◆ **GOAL OF THE EXERCISE**
Once you know how many lines below hold "main", reply with that number and add nothing.

◆ **DATA TO EXAMINE**

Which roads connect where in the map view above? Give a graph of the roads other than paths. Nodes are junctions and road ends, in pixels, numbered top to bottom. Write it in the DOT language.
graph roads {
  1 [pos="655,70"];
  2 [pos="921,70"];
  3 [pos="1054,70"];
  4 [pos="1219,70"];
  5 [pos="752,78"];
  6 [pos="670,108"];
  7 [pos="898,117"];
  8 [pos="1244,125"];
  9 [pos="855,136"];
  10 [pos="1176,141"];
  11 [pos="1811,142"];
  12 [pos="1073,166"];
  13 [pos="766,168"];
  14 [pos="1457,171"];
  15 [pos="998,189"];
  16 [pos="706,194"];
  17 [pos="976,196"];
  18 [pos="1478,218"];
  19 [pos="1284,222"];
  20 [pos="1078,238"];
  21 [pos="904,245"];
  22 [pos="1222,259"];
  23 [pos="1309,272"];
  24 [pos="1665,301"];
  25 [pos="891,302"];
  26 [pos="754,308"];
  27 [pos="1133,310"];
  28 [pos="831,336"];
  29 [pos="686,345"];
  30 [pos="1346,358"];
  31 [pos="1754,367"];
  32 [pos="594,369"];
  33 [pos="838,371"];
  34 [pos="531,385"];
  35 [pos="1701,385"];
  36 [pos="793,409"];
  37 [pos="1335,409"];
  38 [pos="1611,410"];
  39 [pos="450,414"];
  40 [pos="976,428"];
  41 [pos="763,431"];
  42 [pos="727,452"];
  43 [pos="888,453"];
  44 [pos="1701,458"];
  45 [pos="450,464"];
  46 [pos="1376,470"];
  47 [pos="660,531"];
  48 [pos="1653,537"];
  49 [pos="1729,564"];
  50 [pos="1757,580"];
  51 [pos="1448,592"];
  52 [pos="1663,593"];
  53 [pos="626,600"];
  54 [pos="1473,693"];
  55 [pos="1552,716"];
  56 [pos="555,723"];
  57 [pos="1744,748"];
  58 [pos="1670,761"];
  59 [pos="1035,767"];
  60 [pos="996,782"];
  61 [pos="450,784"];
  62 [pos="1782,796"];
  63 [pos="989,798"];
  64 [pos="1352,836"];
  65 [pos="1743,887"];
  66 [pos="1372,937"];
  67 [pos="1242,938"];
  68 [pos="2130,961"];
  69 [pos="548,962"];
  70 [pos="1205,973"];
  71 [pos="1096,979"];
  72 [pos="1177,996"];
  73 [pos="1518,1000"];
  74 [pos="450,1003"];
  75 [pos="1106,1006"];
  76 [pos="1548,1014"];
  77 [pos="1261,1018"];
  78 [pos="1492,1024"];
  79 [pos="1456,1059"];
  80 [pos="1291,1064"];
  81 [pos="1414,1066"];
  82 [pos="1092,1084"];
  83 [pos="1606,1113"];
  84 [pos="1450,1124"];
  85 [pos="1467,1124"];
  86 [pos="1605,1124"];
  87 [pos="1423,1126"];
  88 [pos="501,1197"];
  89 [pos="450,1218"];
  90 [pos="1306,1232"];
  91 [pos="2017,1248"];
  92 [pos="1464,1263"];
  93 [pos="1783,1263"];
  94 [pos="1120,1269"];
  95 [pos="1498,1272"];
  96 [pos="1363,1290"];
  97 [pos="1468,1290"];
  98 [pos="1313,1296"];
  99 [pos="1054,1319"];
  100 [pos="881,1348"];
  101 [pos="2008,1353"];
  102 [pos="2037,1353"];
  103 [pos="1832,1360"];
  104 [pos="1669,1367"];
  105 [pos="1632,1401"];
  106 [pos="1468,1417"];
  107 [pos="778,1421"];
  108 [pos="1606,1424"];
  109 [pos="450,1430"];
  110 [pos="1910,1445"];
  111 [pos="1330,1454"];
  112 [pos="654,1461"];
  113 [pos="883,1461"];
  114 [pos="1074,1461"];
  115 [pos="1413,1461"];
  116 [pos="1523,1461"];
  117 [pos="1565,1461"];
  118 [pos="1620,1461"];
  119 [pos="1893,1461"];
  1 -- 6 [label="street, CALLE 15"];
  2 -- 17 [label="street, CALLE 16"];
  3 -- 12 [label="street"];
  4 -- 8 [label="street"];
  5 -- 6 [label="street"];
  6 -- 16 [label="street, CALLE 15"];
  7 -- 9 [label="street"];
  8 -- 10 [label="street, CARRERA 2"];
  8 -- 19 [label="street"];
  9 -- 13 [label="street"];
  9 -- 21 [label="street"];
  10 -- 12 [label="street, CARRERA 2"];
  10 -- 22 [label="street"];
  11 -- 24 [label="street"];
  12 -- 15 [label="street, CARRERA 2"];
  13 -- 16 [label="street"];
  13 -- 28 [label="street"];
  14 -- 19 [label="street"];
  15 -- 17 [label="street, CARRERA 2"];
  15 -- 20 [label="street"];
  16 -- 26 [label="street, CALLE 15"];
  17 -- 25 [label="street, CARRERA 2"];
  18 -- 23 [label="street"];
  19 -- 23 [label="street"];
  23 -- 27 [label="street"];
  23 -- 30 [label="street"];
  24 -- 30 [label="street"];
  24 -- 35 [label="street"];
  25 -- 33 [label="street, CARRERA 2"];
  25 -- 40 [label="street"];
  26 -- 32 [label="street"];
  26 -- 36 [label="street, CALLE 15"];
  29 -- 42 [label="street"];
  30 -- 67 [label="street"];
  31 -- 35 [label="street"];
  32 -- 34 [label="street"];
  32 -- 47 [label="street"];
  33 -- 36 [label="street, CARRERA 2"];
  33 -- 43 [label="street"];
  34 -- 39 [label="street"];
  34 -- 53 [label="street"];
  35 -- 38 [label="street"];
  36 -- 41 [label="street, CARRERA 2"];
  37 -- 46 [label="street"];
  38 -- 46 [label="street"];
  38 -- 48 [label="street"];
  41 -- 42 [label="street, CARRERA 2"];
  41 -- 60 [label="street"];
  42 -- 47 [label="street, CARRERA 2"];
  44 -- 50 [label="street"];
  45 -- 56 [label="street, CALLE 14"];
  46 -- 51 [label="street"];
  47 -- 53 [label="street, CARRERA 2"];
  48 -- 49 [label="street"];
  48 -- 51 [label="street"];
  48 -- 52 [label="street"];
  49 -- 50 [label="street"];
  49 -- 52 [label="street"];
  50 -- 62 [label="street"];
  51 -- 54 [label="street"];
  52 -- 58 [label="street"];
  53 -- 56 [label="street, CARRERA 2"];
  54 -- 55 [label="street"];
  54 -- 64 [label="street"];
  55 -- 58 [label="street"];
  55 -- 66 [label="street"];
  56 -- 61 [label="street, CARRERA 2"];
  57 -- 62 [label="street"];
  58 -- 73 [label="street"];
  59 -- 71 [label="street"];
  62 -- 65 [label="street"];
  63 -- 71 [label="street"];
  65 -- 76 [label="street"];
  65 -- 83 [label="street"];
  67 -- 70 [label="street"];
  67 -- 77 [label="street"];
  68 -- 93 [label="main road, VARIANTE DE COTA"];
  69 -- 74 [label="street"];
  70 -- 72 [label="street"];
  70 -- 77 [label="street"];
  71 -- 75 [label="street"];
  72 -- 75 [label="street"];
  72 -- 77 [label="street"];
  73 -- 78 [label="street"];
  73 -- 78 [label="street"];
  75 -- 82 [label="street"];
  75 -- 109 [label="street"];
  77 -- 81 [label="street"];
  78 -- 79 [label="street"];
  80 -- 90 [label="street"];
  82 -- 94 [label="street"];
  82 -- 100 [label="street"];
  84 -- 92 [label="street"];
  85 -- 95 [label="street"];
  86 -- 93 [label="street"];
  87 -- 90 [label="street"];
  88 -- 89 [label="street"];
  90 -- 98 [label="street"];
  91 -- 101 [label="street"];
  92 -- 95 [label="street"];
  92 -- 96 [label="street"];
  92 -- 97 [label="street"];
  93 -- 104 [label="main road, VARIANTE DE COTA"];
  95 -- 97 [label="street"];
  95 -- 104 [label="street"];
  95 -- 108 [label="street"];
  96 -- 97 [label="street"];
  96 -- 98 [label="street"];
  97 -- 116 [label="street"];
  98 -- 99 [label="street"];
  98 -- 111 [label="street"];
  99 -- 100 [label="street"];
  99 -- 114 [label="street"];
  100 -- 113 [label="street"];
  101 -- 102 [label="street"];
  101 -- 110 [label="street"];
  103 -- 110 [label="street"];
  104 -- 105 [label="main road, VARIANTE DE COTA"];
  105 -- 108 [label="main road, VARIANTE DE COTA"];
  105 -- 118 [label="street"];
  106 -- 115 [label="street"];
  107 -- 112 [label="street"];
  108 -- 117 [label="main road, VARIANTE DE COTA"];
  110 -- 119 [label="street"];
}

◆ **EXERCISE ANSWER**
5